Often presented as a dramatic shift, the change from baroque designs to the landscape style, in reality, happened gradually over many years. Early glimpses of irregular layouts and whimsical features started to appear alongside the blurring of boundaries between gardens and the wider rural landscape. With wars in Europe and shifting political values at home, there was perhaps a desire for a less grandiose, more patriotic garden style, and so stiff baroque geometry slowly softened into gentler glades, serpentine lakes, irregularly placed garden buildings and allusions to classical and British myths and legends. Designers such as Charles Bridgeman and William Kent (who memorably ‘leaped the fence and saw that all nature was a garden’) were among the leading figures in the emerging naturalistic style.

Many significant 18th-century gardens – Chiswick House, Rousham, Castle Howard, Studley Royal, Stowe and Stourhead - remain today as well-loved visitor attractions, and their stories have much to tell us about the values, influences and aesthetics of the early landscape garden-makers.

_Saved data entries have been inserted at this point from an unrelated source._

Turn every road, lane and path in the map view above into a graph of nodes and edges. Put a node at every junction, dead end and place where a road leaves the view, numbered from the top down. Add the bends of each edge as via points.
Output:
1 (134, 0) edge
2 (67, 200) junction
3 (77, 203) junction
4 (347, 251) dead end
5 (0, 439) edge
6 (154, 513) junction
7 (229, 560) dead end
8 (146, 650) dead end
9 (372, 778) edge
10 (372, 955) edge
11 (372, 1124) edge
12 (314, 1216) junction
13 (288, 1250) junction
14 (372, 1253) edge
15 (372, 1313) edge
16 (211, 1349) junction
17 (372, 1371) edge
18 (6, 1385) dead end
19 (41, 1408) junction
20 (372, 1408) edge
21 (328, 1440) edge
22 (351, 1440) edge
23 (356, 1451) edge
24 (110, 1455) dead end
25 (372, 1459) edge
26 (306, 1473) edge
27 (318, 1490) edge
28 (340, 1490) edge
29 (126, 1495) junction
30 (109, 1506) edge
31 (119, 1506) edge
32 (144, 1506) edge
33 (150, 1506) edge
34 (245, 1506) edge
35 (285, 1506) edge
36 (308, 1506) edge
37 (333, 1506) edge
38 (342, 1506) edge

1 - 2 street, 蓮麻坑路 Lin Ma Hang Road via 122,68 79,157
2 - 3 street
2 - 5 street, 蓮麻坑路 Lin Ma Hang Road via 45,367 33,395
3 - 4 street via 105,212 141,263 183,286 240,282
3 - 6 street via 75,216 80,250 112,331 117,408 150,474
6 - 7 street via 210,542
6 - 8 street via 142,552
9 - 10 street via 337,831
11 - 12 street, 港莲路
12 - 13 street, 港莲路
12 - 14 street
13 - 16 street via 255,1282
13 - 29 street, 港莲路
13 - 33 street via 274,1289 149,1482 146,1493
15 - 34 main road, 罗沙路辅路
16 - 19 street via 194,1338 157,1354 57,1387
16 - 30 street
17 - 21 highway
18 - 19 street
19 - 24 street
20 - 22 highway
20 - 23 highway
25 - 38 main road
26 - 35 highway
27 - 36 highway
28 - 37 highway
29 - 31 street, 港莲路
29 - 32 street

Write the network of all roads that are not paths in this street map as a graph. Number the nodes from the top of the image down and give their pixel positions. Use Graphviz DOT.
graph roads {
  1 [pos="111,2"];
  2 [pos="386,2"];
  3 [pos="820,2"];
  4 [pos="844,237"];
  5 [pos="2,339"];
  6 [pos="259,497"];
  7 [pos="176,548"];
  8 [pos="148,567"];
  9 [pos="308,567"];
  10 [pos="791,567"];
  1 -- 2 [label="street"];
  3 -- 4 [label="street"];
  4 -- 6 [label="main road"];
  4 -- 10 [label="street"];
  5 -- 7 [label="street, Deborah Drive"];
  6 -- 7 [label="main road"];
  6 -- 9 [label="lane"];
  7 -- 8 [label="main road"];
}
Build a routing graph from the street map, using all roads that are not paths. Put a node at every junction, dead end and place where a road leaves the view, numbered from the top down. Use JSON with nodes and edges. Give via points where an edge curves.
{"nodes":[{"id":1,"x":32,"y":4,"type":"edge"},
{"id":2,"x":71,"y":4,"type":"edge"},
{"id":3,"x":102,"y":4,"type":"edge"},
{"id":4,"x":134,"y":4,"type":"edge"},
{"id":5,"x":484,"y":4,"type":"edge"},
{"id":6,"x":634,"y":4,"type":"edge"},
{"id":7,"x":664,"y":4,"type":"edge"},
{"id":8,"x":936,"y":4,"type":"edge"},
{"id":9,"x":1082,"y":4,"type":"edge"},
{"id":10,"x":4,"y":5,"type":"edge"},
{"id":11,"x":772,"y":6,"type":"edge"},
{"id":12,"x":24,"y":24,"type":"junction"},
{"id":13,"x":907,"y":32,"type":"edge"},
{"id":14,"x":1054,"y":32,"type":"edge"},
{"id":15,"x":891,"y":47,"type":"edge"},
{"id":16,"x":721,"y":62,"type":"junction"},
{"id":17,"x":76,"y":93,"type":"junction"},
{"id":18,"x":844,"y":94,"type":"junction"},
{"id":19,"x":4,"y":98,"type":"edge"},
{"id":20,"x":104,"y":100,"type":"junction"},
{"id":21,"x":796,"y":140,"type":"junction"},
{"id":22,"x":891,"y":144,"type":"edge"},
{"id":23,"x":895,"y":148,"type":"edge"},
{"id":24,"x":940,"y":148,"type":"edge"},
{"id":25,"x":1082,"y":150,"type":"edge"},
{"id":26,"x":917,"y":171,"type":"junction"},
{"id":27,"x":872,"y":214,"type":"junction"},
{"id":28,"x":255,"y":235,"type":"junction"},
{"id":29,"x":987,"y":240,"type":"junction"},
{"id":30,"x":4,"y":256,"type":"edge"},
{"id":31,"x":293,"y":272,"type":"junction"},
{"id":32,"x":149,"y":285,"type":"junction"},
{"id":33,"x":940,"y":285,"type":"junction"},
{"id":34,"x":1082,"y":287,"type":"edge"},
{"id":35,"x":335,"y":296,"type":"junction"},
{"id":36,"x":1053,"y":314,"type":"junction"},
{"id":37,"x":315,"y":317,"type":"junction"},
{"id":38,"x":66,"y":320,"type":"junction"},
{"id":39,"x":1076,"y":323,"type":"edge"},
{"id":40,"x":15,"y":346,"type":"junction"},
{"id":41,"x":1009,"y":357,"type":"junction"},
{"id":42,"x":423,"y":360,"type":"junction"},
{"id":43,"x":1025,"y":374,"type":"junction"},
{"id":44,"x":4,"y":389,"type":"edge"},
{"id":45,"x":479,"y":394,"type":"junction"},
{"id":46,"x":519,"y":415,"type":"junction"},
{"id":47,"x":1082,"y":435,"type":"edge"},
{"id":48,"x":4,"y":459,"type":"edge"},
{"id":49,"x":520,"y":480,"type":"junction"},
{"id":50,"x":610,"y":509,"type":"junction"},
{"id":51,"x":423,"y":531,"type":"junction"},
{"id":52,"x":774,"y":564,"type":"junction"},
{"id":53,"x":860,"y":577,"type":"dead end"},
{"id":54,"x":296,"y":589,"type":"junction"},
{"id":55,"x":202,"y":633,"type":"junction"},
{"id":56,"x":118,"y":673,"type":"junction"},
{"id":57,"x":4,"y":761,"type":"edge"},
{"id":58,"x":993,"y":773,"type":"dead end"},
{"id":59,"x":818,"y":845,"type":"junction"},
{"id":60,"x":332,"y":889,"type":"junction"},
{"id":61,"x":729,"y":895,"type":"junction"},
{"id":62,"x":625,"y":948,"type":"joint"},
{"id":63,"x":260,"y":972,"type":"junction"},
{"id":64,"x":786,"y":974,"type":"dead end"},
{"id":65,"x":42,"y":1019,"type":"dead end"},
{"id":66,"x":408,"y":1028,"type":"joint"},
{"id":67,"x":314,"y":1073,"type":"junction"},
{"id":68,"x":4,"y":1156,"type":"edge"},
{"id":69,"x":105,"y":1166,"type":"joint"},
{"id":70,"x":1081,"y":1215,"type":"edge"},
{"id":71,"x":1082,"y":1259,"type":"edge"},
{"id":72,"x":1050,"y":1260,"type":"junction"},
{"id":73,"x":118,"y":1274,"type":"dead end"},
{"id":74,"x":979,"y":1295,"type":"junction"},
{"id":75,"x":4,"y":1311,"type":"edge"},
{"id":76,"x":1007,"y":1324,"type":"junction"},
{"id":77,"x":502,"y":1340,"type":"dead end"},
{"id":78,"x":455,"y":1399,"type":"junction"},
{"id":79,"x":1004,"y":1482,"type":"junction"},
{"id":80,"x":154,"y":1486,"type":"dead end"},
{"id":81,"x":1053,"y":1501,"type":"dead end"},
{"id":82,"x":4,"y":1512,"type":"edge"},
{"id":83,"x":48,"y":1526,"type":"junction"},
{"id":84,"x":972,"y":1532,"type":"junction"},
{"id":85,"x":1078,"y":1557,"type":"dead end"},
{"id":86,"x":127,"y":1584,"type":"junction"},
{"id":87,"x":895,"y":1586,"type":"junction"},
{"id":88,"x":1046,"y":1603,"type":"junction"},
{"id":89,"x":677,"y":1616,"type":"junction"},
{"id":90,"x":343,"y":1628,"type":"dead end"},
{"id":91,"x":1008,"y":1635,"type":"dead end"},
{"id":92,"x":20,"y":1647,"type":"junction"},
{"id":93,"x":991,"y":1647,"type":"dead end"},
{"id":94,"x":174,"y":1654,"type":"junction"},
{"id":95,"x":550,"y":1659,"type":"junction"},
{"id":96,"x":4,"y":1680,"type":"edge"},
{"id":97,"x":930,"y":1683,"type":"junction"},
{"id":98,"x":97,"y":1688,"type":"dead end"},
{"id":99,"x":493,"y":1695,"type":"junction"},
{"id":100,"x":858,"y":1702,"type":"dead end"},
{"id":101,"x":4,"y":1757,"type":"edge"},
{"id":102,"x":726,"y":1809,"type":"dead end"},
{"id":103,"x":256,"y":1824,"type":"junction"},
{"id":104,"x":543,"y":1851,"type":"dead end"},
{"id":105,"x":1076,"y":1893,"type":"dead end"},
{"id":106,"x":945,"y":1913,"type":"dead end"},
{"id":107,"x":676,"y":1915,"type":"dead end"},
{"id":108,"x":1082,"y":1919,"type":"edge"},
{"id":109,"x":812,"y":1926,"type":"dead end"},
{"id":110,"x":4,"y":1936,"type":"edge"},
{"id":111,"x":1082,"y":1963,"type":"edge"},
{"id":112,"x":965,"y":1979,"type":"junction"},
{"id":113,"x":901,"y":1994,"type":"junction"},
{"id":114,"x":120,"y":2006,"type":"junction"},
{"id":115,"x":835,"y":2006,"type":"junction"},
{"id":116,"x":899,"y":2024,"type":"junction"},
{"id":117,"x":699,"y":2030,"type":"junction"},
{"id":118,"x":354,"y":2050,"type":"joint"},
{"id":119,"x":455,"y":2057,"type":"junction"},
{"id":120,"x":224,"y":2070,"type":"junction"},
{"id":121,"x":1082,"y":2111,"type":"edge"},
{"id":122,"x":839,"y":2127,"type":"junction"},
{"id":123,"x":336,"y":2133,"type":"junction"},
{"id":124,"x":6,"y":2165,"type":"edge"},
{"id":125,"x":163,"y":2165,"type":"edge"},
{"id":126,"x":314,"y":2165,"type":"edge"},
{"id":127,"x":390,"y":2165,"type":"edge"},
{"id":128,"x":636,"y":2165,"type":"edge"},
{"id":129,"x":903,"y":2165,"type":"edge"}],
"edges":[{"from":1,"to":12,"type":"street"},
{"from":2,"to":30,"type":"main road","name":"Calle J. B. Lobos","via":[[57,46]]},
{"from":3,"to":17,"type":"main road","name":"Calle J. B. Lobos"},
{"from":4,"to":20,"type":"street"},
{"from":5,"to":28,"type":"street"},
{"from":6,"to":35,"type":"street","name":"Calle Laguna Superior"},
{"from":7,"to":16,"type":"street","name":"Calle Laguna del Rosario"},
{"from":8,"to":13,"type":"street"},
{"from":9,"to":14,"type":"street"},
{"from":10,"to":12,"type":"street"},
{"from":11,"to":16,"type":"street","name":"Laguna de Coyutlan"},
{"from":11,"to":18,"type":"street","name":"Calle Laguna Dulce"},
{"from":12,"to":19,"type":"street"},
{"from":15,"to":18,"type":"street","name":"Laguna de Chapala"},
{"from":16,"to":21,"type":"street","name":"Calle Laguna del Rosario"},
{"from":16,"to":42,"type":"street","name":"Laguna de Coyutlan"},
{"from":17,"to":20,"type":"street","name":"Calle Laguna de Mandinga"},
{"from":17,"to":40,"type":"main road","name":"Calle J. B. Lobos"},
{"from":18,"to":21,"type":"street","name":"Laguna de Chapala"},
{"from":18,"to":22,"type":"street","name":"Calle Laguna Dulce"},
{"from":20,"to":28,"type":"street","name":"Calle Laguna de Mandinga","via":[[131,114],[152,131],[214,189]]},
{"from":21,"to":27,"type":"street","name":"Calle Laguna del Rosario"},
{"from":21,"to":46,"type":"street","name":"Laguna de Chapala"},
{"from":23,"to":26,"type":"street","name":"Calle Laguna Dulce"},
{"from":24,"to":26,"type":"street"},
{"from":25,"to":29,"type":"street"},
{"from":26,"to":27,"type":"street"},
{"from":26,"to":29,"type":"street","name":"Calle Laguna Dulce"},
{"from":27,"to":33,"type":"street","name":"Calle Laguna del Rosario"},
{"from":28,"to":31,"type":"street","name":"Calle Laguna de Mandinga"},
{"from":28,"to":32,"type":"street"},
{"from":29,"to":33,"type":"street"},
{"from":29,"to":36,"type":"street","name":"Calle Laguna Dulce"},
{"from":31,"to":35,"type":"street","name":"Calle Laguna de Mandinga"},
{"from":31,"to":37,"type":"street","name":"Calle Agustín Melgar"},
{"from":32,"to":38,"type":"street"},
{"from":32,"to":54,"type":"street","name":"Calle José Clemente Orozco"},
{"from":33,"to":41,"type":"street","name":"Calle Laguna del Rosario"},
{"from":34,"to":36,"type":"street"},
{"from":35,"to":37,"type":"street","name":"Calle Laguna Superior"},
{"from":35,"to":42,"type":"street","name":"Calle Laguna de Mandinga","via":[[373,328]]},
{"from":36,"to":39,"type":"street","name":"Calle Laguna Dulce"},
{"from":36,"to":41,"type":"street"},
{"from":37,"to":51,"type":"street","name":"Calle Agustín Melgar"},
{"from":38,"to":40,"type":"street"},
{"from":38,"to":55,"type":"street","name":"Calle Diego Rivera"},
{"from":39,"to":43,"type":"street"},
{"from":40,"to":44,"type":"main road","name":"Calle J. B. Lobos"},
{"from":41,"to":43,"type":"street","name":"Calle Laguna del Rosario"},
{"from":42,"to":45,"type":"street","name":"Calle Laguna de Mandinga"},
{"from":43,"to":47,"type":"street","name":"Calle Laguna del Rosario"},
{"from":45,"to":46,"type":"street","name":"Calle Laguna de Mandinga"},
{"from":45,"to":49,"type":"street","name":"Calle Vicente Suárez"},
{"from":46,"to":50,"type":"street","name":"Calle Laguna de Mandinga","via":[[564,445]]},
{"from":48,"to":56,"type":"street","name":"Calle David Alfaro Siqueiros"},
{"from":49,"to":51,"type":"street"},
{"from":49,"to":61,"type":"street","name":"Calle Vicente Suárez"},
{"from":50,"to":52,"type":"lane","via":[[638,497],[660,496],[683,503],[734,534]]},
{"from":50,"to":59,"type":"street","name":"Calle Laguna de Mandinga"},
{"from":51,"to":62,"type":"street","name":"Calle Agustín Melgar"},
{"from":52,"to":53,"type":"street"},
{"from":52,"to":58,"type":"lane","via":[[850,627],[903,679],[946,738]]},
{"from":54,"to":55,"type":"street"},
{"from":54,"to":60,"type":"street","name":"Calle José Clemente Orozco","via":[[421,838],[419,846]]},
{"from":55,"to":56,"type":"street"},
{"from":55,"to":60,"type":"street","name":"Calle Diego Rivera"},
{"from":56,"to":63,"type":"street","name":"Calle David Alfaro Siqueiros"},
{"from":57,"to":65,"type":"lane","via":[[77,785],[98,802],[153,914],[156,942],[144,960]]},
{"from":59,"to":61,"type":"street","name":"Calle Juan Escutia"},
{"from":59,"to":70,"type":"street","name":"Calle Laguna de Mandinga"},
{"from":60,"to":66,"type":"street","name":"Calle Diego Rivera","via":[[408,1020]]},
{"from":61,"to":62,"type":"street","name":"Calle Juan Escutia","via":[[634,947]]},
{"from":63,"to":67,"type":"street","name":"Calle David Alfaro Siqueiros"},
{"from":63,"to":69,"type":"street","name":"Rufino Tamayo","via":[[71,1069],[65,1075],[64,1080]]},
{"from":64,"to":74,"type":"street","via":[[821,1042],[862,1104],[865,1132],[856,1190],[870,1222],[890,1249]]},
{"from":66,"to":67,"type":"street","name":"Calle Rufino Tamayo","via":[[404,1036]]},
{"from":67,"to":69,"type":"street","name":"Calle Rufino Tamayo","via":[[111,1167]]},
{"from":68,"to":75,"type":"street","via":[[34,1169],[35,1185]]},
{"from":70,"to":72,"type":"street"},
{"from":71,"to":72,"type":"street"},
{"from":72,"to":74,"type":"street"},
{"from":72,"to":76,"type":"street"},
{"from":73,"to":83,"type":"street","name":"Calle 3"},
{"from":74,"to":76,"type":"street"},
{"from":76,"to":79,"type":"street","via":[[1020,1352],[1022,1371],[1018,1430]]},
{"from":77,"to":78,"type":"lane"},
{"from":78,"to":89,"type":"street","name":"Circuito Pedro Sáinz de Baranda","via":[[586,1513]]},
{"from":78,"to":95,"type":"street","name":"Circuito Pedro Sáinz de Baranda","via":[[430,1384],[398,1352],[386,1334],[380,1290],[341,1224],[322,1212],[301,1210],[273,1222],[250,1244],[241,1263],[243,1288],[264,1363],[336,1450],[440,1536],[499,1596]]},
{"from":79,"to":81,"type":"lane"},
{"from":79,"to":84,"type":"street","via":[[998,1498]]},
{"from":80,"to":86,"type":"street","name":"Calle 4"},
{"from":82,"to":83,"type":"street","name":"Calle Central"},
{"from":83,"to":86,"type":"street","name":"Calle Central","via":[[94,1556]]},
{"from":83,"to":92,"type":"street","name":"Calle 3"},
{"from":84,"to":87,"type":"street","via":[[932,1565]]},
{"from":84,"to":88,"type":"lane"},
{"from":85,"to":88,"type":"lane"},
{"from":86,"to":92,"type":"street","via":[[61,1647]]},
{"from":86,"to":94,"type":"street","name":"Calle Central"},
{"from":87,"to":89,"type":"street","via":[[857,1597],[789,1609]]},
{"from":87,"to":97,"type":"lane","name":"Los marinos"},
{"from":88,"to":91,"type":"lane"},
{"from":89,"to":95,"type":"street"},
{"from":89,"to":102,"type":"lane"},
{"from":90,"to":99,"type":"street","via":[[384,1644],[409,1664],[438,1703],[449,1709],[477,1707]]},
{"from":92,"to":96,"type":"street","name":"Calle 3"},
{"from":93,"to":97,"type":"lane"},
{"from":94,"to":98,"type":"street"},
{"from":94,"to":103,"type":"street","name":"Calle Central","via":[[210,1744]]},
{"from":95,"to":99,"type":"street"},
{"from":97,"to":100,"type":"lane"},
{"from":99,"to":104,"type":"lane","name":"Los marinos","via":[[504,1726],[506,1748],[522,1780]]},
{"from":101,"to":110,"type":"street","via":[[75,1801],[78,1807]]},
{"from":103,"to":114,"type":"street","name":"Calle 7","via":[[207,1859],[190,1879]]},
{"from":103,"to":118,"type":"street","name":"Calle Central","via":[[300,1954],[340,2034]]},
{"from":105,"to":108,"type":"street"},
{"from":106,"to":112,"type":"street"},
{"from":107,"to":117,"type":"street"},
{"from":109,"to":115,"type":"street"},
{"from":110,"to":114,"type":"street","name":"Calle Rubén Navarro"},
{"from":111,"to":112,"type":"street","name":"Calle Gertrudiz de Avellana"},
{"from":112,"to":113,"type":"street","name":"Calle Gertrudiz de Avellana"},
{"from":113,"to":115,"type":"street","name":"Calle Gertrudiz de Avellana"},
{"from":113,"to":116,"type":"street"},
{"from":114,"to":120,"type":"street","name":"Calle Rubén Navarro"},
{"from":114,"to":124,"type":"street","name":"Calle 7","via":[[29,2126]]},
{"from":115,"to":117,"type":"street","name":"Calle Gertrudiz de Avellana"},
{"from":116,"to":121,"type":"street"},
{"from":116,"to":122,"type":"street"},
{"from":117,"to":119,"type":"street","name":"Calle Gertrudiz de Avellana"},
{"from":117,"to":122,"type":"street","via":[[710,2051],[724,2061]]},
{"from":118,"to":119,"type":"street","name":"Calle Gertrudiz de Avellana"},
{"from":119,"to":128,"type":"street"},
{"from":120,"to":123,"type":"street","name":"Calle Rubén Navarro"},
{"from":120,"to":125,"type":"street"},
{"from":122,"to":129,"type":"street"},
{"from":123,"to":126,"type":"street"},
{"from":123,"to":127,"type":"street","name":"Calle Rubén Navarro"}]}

Dr Oliver Cox is a historian by training and received his undergraduate, masters and doctoral degrees from the University of Oxford. His recent publications include contributions to The Country House: Past, Present and Future (Rizzoli International Publications, 2018); Sport and Leisure in the Irish and British Country House (Four Courts Press, 2019), and journal articles including the challenges of interpreting eighteenth-century spaces for twenty-first-century visitors. He also writes regularly for Apollo and is a frequent contributor to television and radio programmes. Currently, he is Head of Academic Partnerships at the Victoria and Albert Museum (V&A).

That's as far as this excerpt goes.